Fundamental Research, National Security, and the Quiet Shift Facing Universities
Universities and research institutes have long relied on the protections for “fundamental research” under national security laws to enable international collaboration in open science. Through provisions dating back to the height of the Cold War, basic and applied research has been carved out of restrictions on the transfer of intangible technology to foreign nationals (known as “deemed exports”). Recent actions by the US government suggest the potential narrowing of this long-standing approach when projects or collaborators present elevated national security risks. Particularly, as US-China relations continue to evolve, university counsel should pay close attention to policy developments in Washington that may restrict their open and collaborative research environments—especially if such research is federally funded—and raise concern among researchers and students, who are already on edge.
Fundamental Research and Export Controls
The concept of “fundamental research” traces back to the Cold War.

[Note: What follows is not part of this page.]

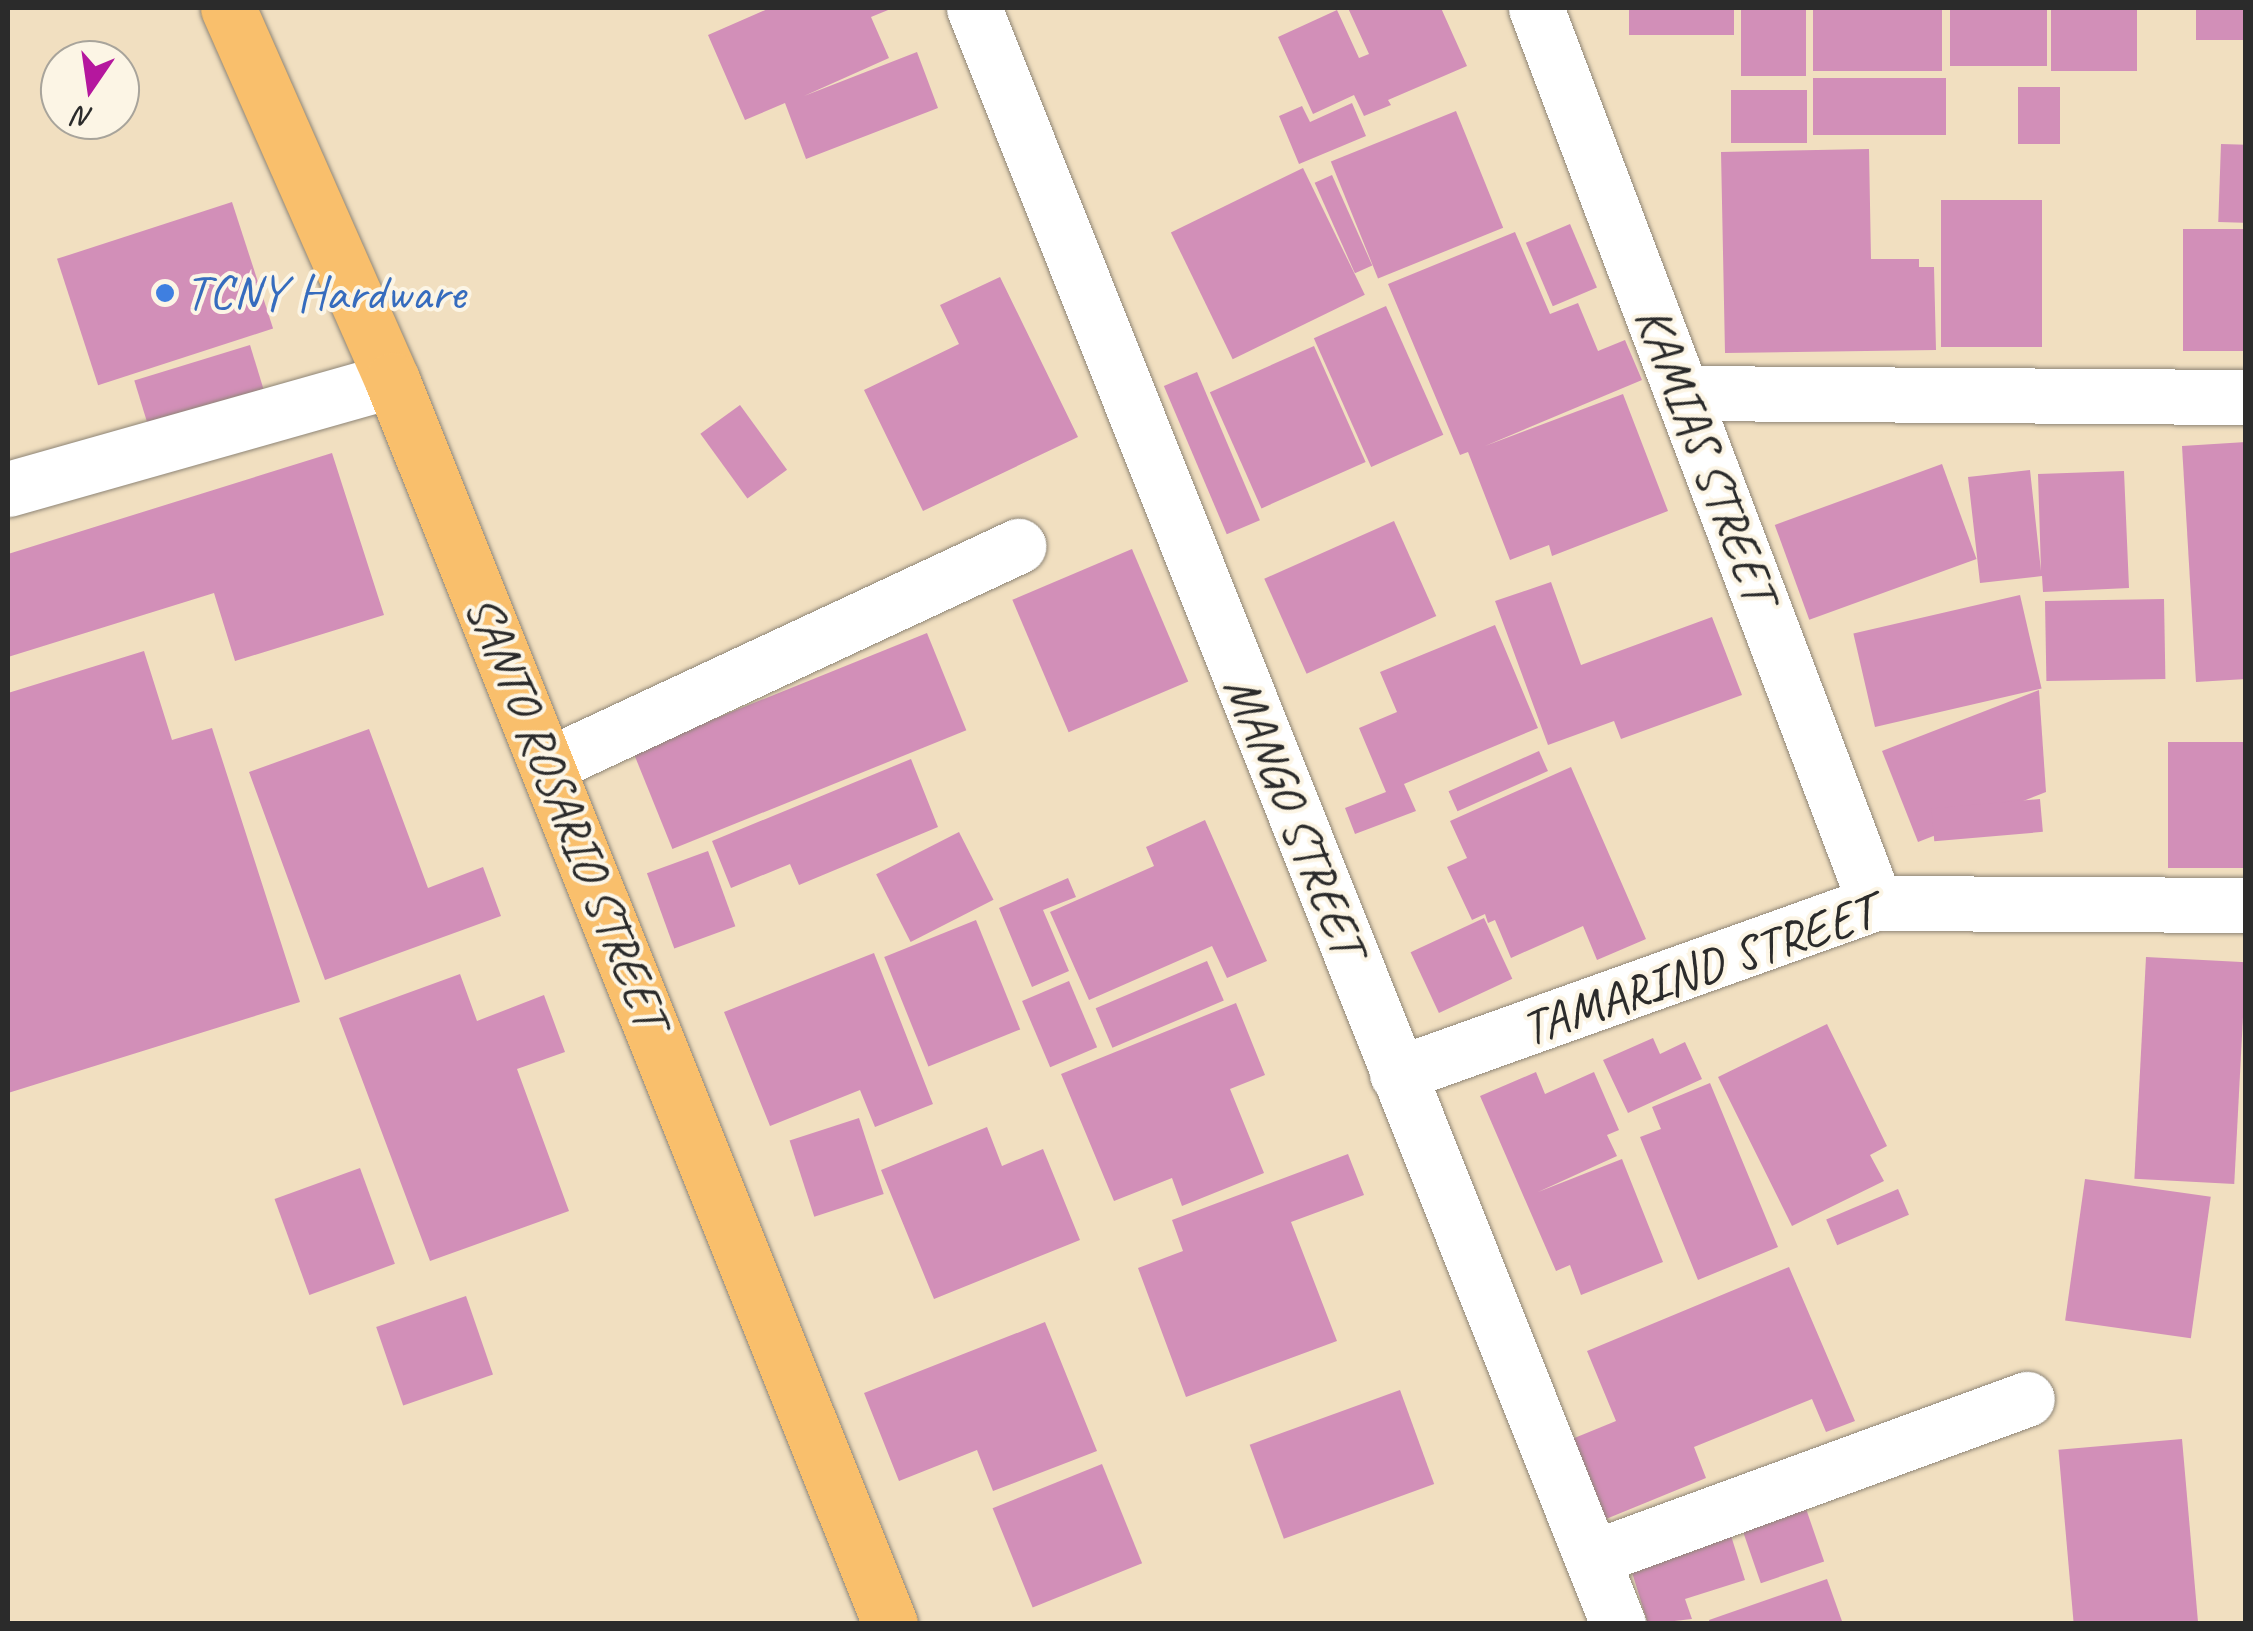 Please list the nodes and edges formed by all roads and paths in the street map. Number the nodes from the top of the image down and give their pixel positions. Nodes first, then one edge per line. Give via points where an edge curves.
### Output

In the still-current National Security Decision Directive 189 (“NSDD-189”), the Reagan Administration established that the output of fundamental research—meaning “basic and applied research in science and engineering,” whose results are “ordinarily published and shared broadly within the research community”—would remain unrestricted to the maximum extent possible.1 Consistent with this Directive, US regulations governing transfers of “dual-use” technology (i.e., technology with both civil and military application) reflect this conceptual foundation.
Technology that arises during or results from fundamental research is not subject to US dual-use export controls when it is intended to be published.2 Generally, as long as researchers do not accept restrictions for national security or proprietary reasons and the research results are ordinarily “published and shared broadly within the research community,” the EAR permit international collaboration even with nationals of countries of concern.3 When technology does not qualify as fundamental research, an export license may be required for technology transfers to foreign nationals, depending on the nature of the technology, nationality of the recipient, recipient’s institutional affiliation, and how the recipient will use the transferred technology. Such technology transfers may be intangible and may occur through access, training, or collaboration.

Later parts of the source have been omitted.